◆ Exercise directions
Scan the listing below for the word "href" and copy every line that has it.

BEGIN Data under study

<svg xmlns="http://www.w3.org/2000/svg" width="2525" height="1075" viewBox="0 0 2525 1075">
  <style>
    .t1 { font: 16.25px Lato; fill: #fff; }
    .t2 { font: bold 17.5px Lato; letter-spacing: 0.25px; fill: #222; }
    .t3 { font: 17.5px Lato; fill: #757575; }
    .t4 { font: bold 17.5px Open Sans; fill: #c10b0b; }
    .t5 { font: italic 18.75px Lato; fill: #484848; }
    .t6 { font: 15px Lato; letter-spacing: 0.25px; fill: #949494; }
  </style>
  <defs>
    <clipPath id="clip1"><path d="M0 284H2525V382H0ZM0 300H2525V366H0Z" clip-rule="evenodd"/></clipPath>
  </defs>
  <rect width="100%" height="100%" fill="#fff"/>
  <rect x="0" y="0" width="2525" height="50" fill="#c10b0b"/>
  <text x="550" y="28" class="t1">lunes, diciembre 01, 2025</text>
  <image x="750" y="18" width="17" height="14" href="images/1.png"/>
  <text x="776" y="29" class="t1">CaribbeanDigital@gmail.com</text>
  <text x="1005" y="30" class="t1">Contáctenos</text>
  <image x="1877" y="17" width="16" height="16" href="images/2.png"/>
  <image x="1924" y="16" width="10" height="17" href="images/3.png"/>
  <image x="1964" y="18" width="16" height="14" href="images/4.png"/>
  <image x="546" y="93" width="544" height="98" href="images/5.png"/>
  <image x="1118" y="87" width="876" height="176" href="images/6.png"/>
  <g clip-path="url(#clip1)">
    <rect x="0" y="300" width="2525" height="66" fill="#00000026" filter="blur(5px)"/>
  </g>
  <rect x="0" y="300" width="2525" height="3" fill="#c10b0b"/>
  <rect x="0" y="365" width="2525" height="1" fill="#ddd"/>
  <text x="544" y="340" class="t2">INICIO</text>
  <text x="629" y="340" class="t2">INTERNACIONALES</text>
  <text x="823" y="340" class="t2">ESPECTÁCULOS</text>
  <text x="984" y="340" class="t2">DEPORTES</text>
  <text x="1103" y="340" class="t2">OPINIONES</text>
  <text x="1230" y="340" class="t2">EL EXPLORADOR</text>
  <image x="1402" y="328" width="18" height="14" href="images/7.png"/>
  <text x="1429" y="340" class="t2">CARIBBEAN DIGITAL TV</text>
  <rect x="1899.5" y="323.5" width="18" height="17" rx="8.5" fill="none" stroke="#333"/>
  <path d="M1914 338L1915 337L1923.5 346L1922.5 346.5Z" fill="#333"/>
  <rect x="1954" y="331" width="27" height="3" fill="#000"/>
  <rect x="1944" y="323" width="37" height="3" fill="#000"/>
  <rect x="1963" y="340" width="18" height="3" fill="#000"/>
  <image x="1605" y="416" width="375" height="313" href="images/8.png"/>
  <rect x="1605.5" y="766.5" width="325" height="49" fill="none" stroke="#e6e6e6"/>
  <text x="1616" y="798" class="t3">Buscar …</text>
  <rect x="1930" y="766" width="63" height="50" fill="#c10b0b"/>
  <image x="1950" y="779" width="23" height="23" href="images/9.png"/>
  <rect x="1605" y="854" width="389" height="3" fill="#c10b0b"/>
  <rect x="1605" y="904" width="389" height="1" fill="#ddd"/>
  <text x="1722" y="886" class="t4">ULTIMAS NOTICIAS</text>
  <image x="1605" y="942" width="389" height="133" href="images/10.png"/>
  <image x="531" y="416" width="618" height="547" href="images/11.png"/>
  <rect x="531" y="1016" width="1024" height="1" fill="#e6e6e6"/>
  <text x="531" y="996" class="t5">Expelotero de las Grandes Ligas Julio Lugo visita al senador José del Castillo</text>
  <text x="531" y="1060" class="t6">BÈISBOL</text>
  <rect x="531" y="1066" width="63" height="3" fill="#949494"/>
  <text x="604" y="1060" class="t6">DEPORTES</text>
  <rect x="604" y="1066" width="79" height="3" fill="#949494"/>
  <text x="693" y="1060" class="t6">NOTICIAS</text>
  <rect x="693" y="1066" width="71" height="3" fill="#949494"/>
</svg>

END Data under study

◆ Written solution
  <image x="750" y="18" width="17" height="14" href="images/1.png"/>
  <image x="1877" y="17" width="16" height="16" href="images/2.png"/>
  <image x="1924" y="16" width="10" height="17" href="images/3.png"/>
  <image x="1964" y="18" width="16" height="14" href="images/4.png"/>
  <image x="546" y="93" width="544" height="98" href="images/5.png"/>
  <image x="1118" y="87" width="876" height="176" href="images/6.png"/>
  <image x="1402" y="328" width="18" height="14" href="images/7.png"/>
  <image x="1605" y="416" width="375" height="313" href="images/8.png"/>
  <image x="1950" y="779" width="23" height="23" href="images/9.png"/>
  <image x="1605" y="942" width="389" height="133" href="images/10.png"/>
  <image x="531" y="416" width="618" height="547" href="images/11.png"/>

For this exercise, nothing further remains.